Leaving the pictures aside, repeat each line below exactly.

• **LISTED ENTRIES**:
((
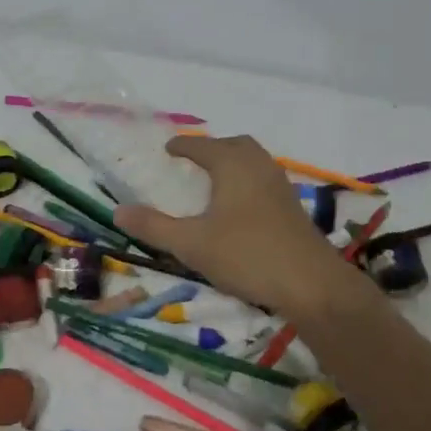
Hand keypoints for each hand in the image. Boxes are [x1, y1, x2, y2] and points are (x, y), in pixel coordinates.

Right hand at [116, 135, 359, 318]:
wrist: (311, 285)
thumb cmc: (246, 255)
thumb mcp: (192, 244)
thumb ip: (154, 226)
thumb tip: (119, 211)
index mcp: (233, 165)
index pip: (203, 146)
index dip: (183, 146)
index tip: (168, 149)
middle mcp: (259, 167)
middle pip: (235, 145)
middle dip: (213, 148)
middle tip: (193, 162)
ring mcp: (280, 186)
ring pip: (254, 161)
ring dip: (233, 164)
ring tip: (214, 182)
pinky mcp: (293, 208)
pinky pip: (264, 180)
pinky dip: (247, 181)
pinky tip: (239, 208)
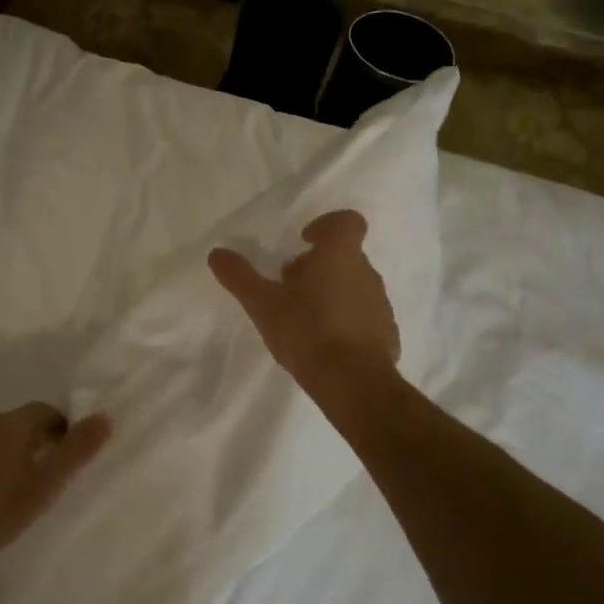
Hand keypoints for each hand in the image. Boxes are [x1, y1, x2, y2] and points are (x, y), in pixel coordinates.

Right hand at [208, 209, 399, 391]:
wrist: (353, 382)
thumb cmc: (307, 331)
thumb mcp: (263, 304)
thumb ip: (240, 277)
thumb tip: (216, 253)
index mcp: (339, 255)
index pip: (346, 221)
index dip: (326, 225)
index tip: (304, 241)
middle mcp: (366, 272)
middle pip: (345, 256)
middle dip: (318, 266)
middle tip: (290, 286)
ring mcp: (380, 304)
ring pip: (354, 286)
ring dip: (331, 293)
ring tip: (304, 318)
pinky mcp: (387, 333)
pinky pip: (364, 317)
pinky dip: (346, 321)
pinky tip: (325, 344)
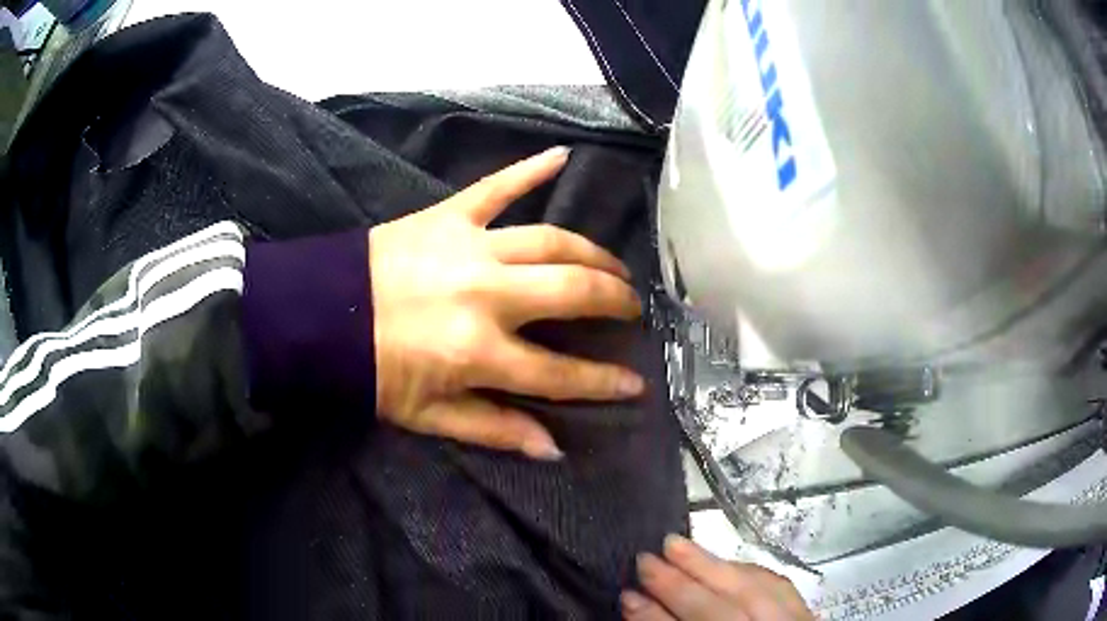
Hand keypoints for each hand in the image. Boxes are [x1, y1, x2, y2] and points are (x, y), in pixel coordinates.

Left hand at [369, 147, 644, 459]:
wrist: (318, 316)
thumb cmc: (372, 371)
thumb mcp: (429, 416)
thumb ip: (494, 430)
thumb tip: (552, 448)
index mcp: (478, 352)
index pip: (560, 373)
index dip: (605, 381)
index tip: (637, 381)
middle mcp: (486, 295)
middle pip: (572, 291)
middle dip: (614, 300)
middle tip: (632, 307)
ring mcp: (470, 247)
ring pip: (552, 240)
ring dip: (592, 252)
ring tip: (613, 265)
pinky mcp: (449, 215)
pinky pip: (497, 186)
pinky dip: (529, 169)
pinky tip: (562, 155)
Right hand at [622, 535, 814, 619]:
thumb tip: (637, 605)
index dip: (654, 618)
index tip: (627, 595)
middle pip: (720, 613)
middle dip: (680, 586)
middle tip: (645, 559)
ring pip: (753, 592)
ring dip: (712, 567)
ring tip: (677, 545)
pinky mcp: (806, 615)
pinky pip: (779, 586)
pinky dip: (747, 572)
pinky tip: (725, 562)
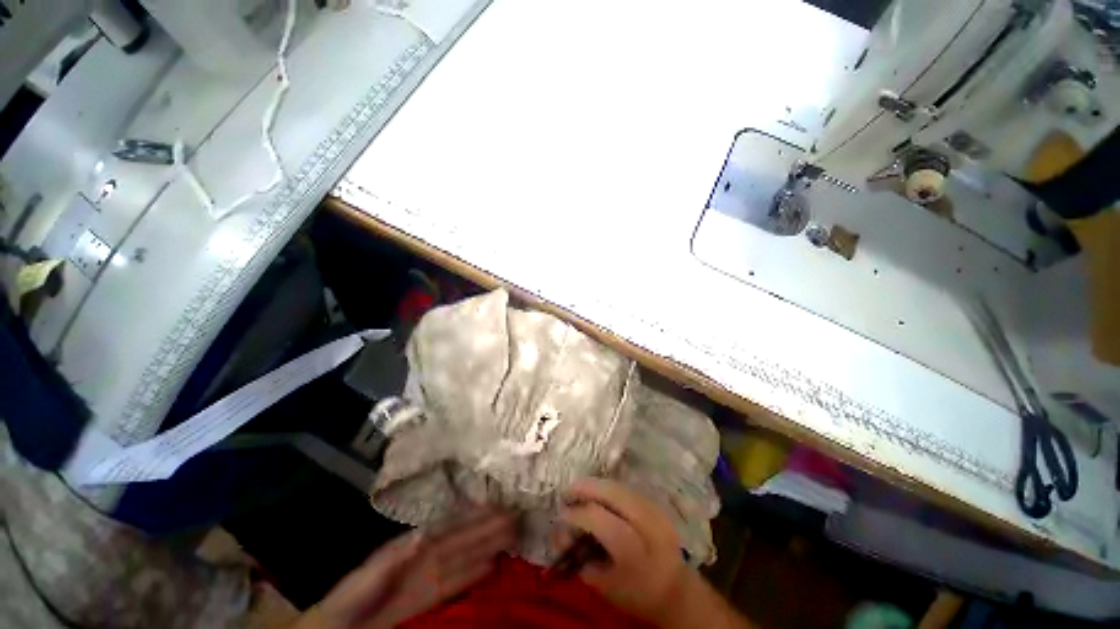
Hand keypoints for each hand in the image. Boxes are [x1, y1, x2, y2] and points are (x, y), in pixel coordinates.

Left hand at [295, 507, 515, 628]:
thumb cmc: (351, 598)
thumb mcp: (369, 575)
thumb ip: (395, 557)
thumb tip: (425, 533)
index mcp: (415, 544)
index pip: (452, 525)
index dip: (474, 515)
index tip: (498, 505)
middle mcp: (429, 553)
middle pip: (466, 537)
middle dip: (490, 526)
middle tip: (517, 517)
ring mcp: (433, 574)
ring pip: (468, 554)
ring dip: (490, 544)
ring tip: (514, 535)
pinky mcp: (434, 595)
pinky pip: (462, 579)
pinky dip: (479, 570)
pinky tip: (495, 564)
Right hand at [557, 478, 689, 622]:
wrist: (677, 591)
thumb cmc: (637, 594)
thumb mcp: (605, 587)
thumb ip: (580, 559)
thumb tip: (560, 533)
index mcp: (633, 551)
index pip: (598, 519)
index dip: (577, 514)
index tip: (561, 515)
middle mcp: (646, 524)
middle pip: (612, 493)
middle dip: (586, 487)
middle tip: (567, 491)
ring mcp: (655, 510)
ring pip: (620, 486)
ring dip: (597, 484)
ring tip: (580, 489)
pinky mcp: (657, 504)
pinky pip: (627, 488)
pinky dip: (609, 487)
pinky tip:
))
• **WRITTEN RESPONSE**:
Hand keypoints for each hand in the image. Boxes are [x1, y1, x2, y2] and points are (x, y), in pixel coordinates.

Right hand at [116, 135, 359, 318]:
wrist: (311, 285)
thumb cmc: (246, 255)
thumb mcp: (192, 244)
thumb ip: (154, 226)
thumb tip: (119, 211)
index mcp: (233, 165)
index pip: (203, 146)
index dip: (183, 146)
index tip: (168, 149)
middle mcp: (259, 167)
middle pip: (235, 145)
middle dip: (213, 148)
middle tip: (193, 162)
ring mcp: (280, 186)
ring pip: (254, 161)
ring dip: (233, 164)
ring tip: (214, 182)
pinky mcp: (293, 208)
pinky pip: (264, 180)
pinky dip: (247, 181)
pinky tip: (239, 208)
Hand keypoints for each hand in the image. Boxes are [x1, y1, x2, y2] and points are (x, y), in pixel coordinates.

Right hand at [208, 209, 399, 391]:
wrist: (353, 382)
thumb cmc: (307, 331)
thumb mcp: (263, 304)
thumb ip: (240, 277)
thumb tip: (216, 253)
index mcp: (339, 255)
index pip: (346, 221)
index dip: (326, 225)
index tip: (304, 241)
middle mcp: (366, 272)
middle pip: (345, 256)
middle dip: (318, 266)
middle tip: (290, 286)
ring mcp: (380, 304)
ring pip: (354, 286)
ring dip: (331, 293)
ring tip: (304, 318)
pinky mcp: (387, 333)
pinky pip: (364, 317)
pinky dip: (346, 321)
pinky tip: (325, 344)
Hand keypoints for each hand in the image. Boxes are [x1, y1, x2, y2] and points are (x, y), in pixel coordinates.

Left hand at [369, 147, 644, 459]:
wrist: (318, 316)
thumb cmc: (372, 371)
thumb mcp: (429, 416)
thumb ip: (494, 430)
thumb tip: (552, 448)
index mcp: (478, 352)
index pip: (560, 373)
index dip: (605, 381)
index tip: (637, 381)
middle mcp: (486, 295)
middle pip: (572, 291)
middle dip: (614, 300)
middle tip: (632, 307)
ring mcp: (470, 247)
ring pip: (552, 240)
ring dip: (592, 252)
ring tip: (613, 265)
pinky mcp: (449, 215)
pinky pip: (497, 186)
pinky dip: (529, 169)
pinky tip: (562, 155)
Right hand at [622, 535, 814, 619]:
thumb tip: (637, 605)
index dip: (654, 618)
index tip: (627, 595)
middle pip: (720, 613)
middle dip: (680, 586)
middle tip: (645, 559)
ring pip: (753, 592)
ring dip: (712, 567)
ring tip: (677, 545)
pinky mcp: (806, 615)
pinky pip: (779, 586)
pinky dip: (747, 572)
pinky tip: (725, 562)
Hand keypoints for each hand in the image. Boxes are [x1, y1, x2, y2] and points are (x, y), in pixel coordinates.

Left hand at [295, 507, 515, 628]:
thumb cmc: (351, 598)
thumb mcp: (369, 575)
thumb ip: (395, 557)
thumb tip: (425, 533)
index mcp: (415, 544)
index pip: (452, 525)
index dip: (474, 515)
index tip: (498, 505)
middle mcp: (429, 553)
middle pip: (466, 537)
middle dip: (490, 526)
middle tip: (517, 517)
ring mcp: (433, 574)
ring pip: (468, 554)
ring dip: (490, 544)
ring tip: (514, 535)
pinky mcp: (434, 595)
pinky pip: (462, 579)
pinky dip: (479, 570)
pinky tip: (495, 564)
Right hand at [557, 478, 689, 622]:
wrist: (677, 591)
thumb cmc: (637, 594)
thumb mcp: (605, 587)
thumb ip: (580, 559)
thumb tip: (560, 533)
index mcp: (633, 551)
index pip: (598, 519)
index dip: (577, 514)
index tip: (561, 515)
middle mcp: (646, 524)
middle pip: (612, 493)
middle dip: (586, 487)
middle tip: (567, 491)
ring mcp: (655, 510)
ring pip: (620, 486)
ring dip: (597, 484)
ring tip: (580, 489)
pinky mcp: (657, 504)
pinky pip: (627, 488)
pinky dip: (609, 487)
pinky tip:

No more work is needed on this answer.